(Raw data)

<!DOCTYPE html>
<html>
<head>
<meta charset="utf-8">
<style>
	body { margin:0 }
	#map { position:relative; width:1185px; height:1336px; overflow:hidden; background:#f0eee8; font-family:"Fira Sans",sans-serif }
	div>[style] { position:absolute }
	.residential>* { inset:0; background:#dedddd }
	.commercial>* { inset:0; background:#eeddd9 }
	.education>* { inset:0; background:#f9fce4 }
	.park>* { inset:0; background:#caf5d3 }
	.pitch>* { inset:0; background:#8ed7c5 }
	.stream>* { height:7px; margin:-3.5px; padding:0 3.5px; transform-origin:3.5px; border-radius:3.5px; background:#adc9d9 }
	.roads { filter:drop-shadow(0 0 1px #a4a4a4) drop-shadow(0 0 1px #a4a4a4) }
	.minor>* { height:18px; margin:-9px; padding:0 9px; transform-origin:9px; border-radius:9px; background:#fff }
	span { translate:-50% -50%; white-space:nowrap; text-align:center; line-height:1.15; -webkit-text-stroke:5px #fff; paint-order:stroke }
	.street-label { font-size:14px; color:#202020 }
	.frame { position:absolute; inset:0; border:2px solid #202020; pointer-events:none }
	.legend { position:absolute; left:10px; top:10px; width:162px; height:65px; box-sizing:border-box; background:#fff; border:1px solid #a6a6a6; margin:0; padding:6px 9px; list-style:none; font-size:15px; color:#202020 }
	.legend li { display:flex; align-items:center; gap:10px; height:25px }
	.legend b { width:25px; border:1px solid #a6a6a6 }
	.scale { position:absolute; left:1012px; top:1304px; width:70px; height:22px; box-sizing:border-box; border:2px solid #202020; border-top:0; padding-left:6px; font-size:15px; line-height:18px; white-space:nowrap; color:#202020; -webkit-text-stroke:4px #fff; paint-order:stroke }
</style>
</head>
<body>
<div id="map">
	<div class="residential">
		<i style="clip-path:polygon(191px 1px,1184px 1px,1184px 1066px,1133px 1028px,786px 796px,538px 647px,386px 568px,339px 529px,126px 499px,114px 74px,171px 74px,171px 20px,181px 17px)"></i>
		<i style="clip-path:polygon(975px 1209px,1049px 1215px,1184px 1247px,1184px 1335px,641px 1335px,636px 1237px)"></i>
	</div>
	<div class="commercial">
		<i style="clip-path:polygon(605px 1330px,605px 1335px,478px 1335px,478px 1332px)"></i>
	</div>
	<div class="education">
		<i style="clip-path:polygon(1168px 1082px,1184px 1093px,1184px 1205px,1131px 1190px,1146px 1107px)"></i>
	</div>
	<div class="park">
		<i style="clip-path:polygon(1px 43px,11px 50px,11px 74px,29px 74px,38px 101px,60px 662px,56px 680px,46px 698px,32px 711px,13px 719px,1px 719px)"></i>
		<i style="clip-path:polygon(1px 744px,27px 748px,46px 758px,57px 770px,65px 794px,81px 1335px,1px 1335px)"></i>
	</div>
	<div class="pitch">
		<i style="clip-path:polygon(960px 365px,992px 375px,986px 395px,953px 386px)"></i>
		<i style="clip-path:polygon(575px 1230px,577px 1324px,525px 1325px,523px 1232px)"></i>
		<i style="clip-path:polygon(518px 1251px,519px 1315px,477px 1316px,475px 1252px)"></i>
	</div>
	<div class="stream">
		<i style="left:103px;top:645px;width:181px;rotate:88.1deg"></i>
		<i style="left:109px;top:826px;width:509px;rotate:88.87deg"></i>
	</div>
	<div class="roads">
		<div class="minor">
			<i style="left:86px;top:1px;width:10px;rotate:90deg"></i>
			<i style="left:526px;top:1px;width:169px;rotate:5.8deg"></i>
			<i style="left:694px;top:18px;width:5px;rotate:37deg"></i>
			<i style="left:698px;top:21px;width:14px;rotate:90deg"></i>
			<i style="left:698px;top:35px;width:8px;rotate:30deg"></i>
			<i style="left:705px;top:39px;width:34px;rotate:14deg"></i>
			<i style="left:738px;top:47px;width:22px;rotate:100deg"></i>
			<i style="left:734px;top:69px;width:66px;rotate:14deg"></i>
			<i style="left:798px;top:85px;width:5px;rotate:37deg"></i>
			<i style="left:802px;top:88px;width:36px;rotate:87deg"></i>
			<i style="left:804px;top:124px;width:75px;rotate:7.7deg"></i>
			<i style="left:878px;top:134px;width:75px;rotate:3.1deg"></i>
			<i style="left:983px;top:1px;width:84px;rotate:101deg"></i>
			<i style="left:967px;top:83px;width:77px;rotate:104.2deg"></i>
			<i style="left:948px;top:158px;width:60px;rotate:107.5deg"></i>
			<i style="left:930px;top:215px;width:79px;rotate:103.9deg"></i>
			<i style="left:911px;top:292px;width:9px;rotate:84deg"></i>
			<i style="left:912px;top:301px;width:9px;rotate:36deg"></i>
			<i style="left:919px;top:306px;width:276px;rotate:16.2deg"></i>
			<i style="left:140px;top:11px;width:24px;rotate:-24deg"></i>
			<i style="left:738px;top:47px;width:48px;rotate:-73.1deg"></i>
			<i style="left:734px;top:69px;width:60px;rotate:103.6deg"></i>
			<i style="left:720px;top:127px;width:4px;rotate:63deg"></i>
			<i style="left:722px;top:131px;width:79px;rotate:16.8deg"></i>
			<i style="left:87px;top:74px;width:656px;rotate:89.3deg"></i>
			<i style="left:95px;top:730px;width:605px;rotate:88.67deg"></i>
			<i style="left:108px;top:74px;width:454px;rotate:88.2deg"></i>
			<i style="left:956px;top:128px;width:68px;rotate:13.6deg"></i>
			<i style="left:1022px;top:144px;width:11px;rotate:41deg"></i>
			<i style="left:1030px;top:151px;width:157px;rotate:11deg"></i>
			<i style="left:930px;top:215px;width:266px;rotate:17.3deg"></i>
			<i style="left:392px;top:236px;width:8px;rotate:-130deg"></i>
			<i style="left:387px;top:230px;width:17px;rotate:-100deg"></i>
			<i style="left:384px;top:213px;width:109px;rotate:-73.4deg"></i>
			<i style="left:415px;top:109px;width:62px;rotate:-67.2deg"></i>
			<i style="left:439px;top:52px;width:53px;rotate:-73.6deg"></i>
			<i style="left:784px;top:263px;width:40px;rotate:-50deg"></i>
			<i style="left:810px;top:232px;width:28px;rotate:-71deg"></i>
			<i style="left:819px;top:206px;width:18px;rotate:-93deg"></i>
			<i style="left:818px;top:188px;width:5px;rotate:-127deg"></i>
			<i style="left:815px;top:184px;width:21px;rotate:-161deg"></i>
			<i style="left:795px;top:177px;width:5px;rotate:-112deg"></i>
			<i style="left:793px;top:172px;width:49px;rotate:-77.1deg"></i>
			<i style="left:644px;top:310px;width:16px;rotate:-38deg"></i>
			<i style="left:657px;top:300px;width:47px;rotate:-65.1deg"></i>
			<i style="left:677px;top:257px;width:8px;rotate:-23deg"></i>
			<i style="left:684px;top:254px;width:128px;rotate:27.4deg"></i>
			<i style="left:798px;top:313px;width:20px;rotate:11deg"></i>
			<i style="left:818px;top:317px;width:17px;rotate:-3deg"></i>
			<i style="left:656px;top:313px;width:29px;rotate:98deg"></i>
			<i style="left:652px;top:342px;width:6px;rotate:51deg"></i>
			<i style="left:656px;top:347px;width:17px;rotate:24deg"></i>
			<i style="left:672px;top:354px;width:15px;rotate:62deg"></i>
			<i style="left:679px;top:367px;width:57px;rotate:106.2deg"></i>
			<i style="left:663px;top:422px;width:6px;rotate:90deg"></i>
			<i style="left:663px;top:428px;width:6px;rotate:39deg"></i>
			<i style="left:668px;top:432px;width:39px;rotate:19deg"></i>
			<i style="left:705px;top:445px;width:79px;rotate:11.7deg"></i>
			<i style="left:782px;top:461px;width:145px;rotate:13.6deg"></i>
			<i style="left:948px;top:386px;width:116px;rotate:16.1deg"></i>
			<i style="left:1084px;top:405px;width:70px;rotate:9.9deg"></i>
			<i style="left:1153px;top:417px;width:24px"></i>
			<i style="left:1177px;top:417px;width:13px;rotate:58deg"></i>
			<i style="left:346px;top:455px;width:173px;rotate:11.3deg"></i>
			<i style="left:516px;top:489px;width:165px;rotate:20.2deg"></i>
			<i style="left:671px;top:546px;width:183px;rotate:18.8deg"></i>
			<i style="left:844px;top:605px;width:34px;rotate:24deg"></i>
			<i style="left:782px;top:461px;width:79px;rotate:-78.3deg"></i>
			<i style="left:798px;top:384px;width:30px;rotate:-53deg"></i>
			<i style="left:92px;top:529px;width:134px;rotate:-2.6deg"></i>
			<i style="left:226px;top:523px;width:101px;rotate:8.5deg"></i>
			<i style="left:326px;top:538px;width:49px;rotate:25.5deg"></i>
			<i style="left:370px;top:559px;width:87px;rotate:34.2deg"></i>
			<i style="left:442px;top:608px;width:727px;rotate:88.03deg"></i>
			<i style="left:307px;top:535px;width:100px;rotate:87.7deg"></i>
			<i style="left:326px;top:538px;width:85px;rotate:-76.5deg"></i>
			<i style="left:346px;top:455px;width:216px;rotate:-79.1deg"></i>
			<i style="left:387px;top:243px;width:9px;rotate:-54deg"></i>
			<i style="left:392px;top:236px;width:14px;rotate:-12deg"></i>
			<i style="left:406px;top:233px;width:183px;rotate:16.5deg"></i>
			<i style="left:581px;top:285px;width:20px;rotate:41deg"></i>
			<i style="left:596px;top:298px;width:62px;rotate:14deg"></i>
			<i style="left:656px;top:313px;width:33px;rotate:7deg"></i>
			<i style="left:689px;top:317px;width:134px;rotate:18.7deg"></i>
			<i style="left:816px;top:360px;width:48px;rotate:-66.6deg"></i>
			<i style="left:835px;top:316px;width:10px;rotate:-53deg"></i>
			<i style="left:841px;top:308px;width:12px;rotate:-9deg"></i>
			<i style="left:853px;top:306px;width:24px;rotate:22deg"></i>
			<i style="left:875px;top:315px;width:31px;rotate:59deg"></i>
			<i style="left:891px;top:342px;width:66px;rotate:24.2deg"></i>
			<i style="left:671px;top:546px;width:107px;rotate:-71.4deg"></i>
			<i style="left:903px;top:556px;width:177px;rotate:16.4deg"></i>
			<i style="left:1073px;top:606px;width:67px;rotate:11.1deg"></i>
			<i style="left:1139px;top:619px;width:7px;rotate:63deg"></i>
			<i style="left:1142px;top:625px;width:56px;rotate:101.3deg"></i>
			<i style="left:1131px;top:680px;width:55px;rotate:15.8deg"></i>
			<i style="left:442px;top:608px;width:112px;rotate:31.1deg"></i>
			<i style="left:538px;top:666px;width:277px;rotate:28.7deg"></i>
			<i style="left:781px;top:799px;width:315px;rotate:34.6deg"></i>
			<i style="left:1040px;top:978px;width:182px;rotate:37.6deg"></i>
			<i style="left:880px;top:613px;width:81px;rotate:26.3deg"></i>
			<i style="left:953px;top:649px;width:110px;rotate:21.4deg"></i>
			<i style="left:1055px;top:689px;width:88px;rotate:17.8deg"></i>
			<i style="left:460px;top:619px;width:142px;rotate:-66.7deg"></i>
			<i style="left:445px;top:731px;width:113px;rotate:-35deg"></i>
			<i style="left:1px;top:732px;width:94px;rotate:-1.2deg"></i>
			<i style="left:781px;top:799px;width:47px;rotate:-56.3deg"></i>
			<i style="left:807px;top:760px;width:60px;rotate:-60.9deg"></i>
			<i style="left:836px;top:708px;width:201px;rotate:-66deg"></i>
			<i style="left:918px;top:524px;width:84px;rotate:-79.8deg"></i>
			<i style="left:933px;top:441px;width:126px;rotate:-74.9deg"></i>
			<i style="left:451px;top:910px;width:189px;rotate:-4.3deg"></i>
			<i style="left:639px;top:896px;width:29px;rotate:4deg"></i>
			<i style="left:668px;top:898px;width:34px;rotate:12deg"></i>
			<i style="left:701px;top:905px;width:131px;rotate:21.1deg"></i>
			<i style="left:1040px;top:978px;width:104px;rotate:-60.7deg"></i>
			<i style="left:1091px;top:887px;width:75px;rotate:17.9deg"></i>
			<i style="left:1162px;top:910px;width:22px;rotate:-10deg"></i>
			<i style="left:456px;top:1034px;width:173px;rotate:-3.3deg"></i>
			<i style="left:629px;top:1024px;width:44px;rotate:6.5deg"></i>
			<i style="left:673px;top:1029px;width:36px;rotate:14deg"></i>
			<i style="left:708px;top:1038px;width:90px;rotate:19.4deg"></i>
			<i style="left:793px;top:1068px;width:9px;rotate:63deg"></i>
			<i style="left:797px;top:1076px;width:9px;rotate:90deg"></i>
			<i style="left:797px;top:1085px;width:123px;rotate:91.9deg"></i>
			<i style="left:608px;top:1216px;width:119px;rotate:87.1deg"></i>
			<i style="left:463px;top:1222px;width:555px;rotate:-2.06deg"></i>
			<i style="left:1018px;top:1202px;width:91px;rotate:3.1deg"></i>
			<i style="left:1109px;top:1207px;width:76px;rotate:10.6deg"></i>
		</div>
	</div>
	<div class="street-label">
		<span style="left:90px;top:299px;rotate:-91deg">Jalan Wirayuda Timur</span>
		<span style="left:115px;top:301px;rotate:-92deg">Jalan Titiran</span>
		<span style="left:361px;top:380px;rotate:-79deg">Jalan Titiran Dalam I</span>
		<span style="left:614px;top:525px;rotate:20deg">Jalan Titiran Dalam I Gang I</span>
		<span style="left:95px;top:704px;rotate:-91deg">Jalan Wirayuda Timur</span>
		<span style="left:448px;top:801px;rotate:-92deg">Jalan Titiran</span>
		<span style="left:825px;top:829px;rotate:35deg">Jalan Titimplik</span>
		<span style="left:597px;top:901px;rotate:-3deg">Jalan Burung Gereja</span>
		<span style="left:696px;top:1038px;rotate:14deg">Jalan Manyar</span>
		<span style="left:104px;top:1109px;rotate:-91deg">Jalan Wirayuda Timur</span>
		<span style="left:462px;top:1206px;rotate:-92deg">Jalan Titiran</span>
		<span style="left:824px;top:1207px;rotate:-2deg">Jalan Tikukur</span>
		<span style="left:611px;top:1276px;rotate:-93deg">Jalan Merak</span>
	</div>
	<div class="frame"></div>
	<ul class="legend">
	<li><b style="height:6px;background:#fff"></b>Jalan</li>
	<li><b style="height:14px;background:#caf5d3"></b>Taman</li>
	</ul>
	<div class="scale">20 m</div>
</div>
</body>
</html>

(End Raw data)

[What to produce]:
Find the line with "height:18px; margin:-9px; padding:0" in the entries above. Retype it and each line after it, exactly, through the line with "display:flex; align-items:center; gap:10px;", and stop there.

[Result for this exercise]:
	.minor>* { height:18px; margin:-9px; padding:0 9px; transform-origin:9px; border-radius:9px; background:#fff }
	span { translate:-50% -50%; white-space:nowrap; text-align:center; line-height:1.15; -webkit-text-stroke:5px #fff; paint-order:stroke }
	.street-label { font-size:14px; color:#202020 }
	.frame { position:absolute; inset:0; border:2px solid #202020; pointer-events:none }
	.legend { position:absolute; left:10px; top:10px; width:162px; height:65px; box-sizing:border-box; background:#fff; border:1px solid #a6a6a6; margin:0; padding:6px 9px; list-style:none; font-size:15px; color:#202020 }
	.legend li { display:flex; align-items:center; gap:10px; height:25px }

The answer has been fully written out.